“Were you expecting this check?”

That was what the teller asked me at the bank yesterday as I deposited an unusually hefty check representing months of work for a particular project. I think she said something like, “Is this for winning a contest or lottery?” and in response to my blank look (likely the “Are you insane?” look I’ve been told I have), she asked “Is this a check you were expecting?”

I said, “Yes, it’s a paycheck.” Then, puzzled, I asked, “Does it make a difference?” 
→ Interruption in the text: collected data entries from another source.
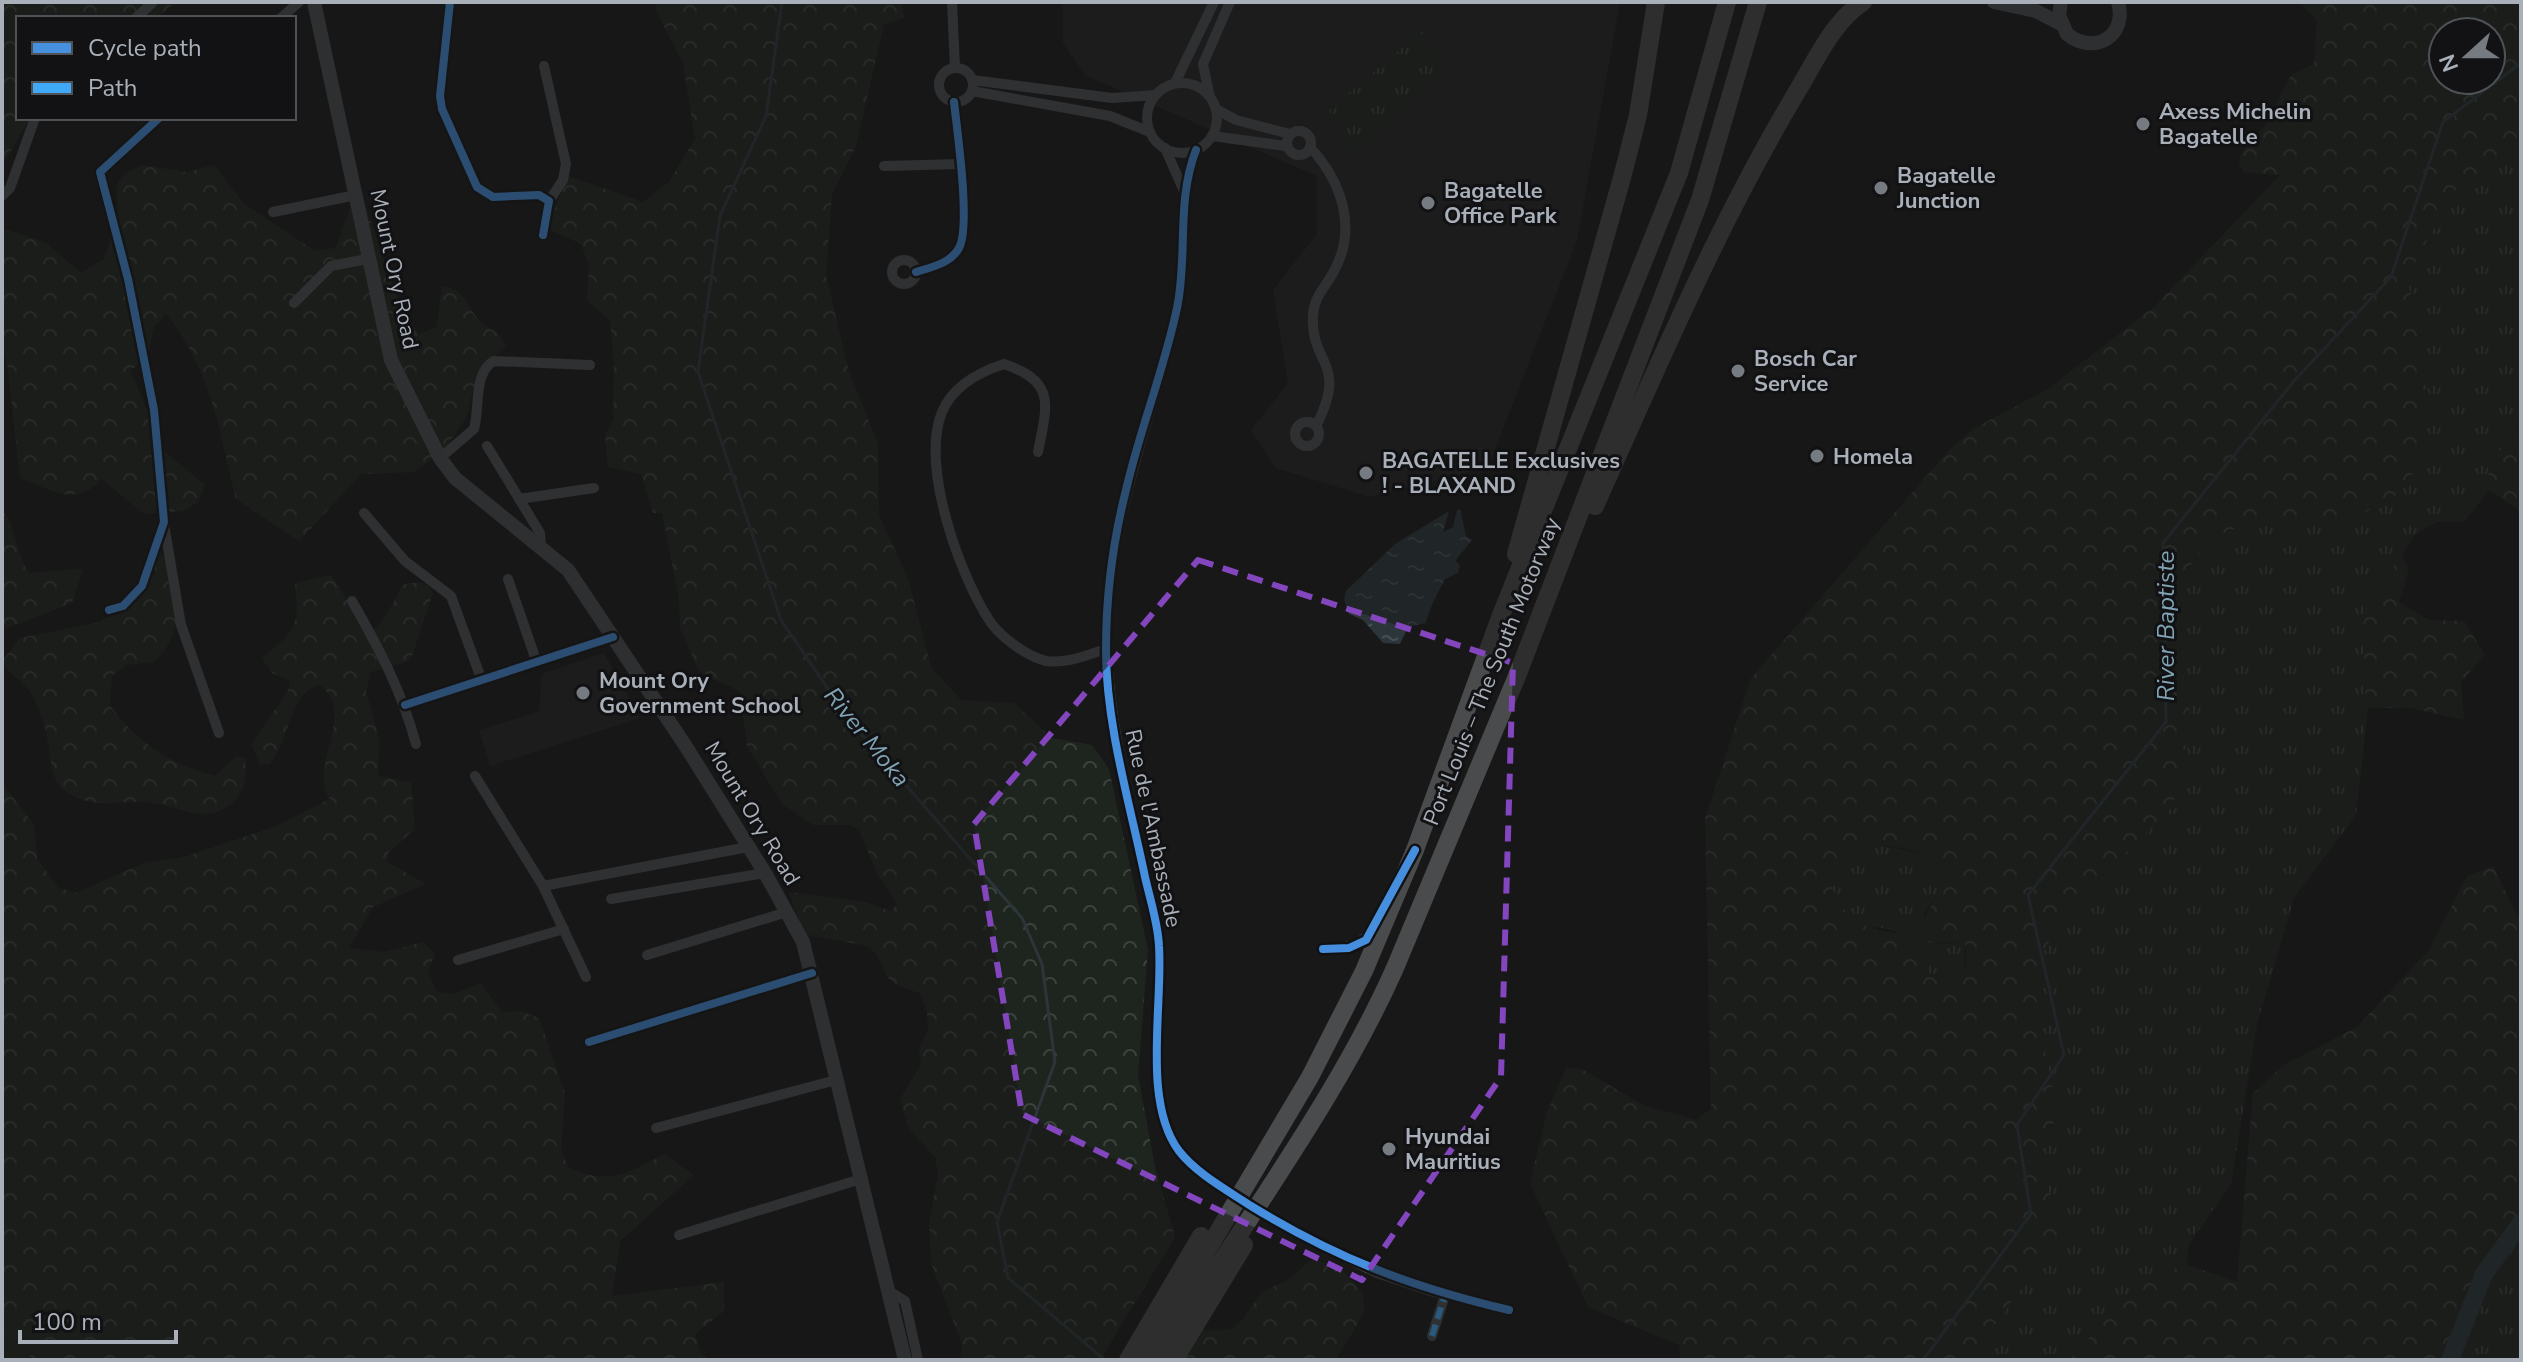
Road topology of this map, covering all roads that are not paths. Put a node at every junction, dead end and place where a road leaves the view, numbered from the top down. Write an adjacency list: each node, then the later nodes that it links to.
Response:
1 (153, 2): 15 (street)
2 (299, 2): 16 (street)
3 (314, 2): 35 (main road, Mount Ory Road)
4 (450, 2): 38 (street)
5 (952, 2): 19 (street)
6 (1214, 2): 20 (street)
7 (1230, 2): 24 (street)
8 (1656, 2): 57 (highway)
9 (1727, 2): 57 (highway, Port Louis – The South Motorway)
10 (1758, 2): 61 (highway, Port Louis – The South Motorway)
11 (1863, 2): 61 (highway)
12 (1994, 2): 17 (main road)
13 (2061, 2): 17 (main road)
14 (2118, 2): 17 (main road)
15 (138, 16)
16 (283, 16)
17 (2061, 24)
18 (544, 66): 38 (street)
19 (955, 68): 21 (street); 23 (street)
20 (1175, 83): 22 (street); 24 (street)
21 (972, 86): 22 (street); 23 (street); 27 (street)
22 (1156, 95): 27 (street)
23 (954, 102): 33 (street)
24 (1214, 103): 28 (street); 29 (street)
25 (34, 120): 37 (street)
26 (157, 120): 52 (street)
27 (1150, 132): 31 (street)
28 (1212, 136): 29 (street); 32 (street)
29 (1288, 140): 30 (street); 30 (street)
30 (1310, 147): 45 (street)
31 (1165, 148): 32 (street); 36 (street)
32 (1196, 150): 36 (street)
33 (961, 164): 34 (street); 42 (street)
34 (884, 166)
35 (356, 195): 39 (street); 41 (main road, Mount Ory Road)
36 (1184, 195): 59 (street, Rue de l'Ambassade)
37 (2, 196)
38 (549, 201): 40 (street)
39 (273, 212)
40 (543, 235)
41 (367, 259): 43 (street); 48 (main road, Mount Ory Road)
42 (916, 272)
43 (294, 303)
44 (590, 365): 48 (street)
45 (1316, 426)
46 (487, 446): 50 (street)
47 (1038, 452): 59 (street)
48 (440, 458): 53 (main road, Mount Ory Road)
49 (594, 488): 50 (street)
50 (519, 499): 53 (street)
51 (364, 513): 62 (street)
52 (164, 522): 56 (street); 64 (street)
53 (541, 547): 58 (main road, Mount Ory Road)
54 (508, 579): 60 (street)
55 (352, 601): 63 (street)
56 (109, 610)
57 (1501, 615): 68 (highway, Port Louis – The South Motorway)
58 (613, 637): 60 (street); 67 (main road, Mount Ory Road)
59 (1106, 649): 86 (street, Rue de l'Ambassade, bridge)
60 (537, 663): 62 (street)
61 (1517, 676): 84 (highway, Port Louis – The South Motorway)
62 (482, 681): 63 (street)
63 (405, 705): 65 (street)
64 (219, 733)
65 (416, 744)
66 (475, 776): 70 (street)
67 (748, 847): 69 (main road, Mount Ory Road); 70 (street)
68 (1415, 850): 74 (street); 84 (highway, Port Louis – The South Motorway)
69 (765, 873): 71 (street); 72 (main road, Mount Ory Road)
70 (543, 886): 73 (street)
71 (611, 899)
72 (787, 912): 75 (street); 77 (main road, Mount Ory Road)
73 (564, 929): 76 (street); 78 (street)
74 (1323, 949)
75 (647, 955)
76 (458, 960)
77 (812, 973): 79 (street); 80 (main road, Mount Ory Road)
78 (586, 977)
79 (589, 1042)
80 (836, 1080): 81 (street); 82 (main road, Mount Ory Road)
81 (656, 1128)
82 (861, 1179): 83 (street); 85 (main road, Mount Ory Road)
83 (679, 1235)
84 (1199, 1278): 91 (highway); 92 (highway, Port Louis – The South Motorway); 93 (highway, Port Louis – The South Motorway); 94 (highway)
85 (887, 1290): 89 (main road, Mount Ory Road); 90 (street)
86 (1445, 1295): 87 (street, Rue de l'Ambassade); 88 (street)
87 (1509, 1310)
88 (1432, 1336)
89 (905, 1360)
90 (918, 1360)
91 (1128, 1360)
92 (1142, 1360)
93 (1160, 1360)
94 (1174, 1360)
“Yes, it does,” she answered. “There are so many scams going on and counterfeit or fraudulent checks out there that I always ask. You wouldn’t believe the calls we get from people saying, ‘I got this check. It says I won a contest. Is it real?’ When we ask if it says they have to send money, they say ‘Well, yes, to cover taxes.’ and we have to explain it’s a scam. Or we ask, ‘Did you ENTER a contest or lottery?’ and they can’t remember.”

Good Lord — are that many people that gullible? Or is it just a matter of wanting to win something so much that all reason escapes them?

Or maybe it’s neither of those. Maybe it’s not that I’m smart and they’re not; it’s just that I’m not that optimistic.

They probably think, “Why wouldn’t I suddenly receive a big check in the mail?” (Why not indeed? Didn’t Mike and I just get our “free money” last week, courtesy of Uncle Sam?) 

Clearly, I don’t expect good things to happen unexpectedly, money to fall from the sky, or life to suddenly go my way. I’m more prepared for everything to go wrong and, knowing that, anticipating what I can do or should do to put it right. Or just sitting back and waiting for it to go wrong, just so I can be right…again…as usual…since I’m never wrong (another endearing trait I’ve been told about, along with the insane look).

It’s a cop-out attitude and I know it. Much the same thing I chastise Mike for during Steeler games. They get behind by one field goal and that’s it, they’re losing, they’ll never win again, it’s all over, change the channel. I know it’s just a tactic to avoid disappointment, but it’s also awfully annoying.

I’ve read enough books advocating The Power of Positive Thinking (it’s truly a seminal work) that I know better. The proper attitude is to expect good things. Tell yourself you’ll get that job, the test will be negative, the party will be great, the project will be your best yet. Repeat your mantra. Positive thinking fosters positive happening.

Is there a downside? Not as long as you don’t abandon all reason in the process (à la all those would-be contest winners), I suppose. Though it’s probably a fine line between being positive (I will make ends meet.) and being duped (Yay, I got the money I need!). What’s the difference between a pessimist and a realist anyway?

Oh, I can’t decide. Should I race to the mailbox or not?

“I was going to buy a copy of The Power of Positive Thinking,
and then I thought: What the hell good would that do?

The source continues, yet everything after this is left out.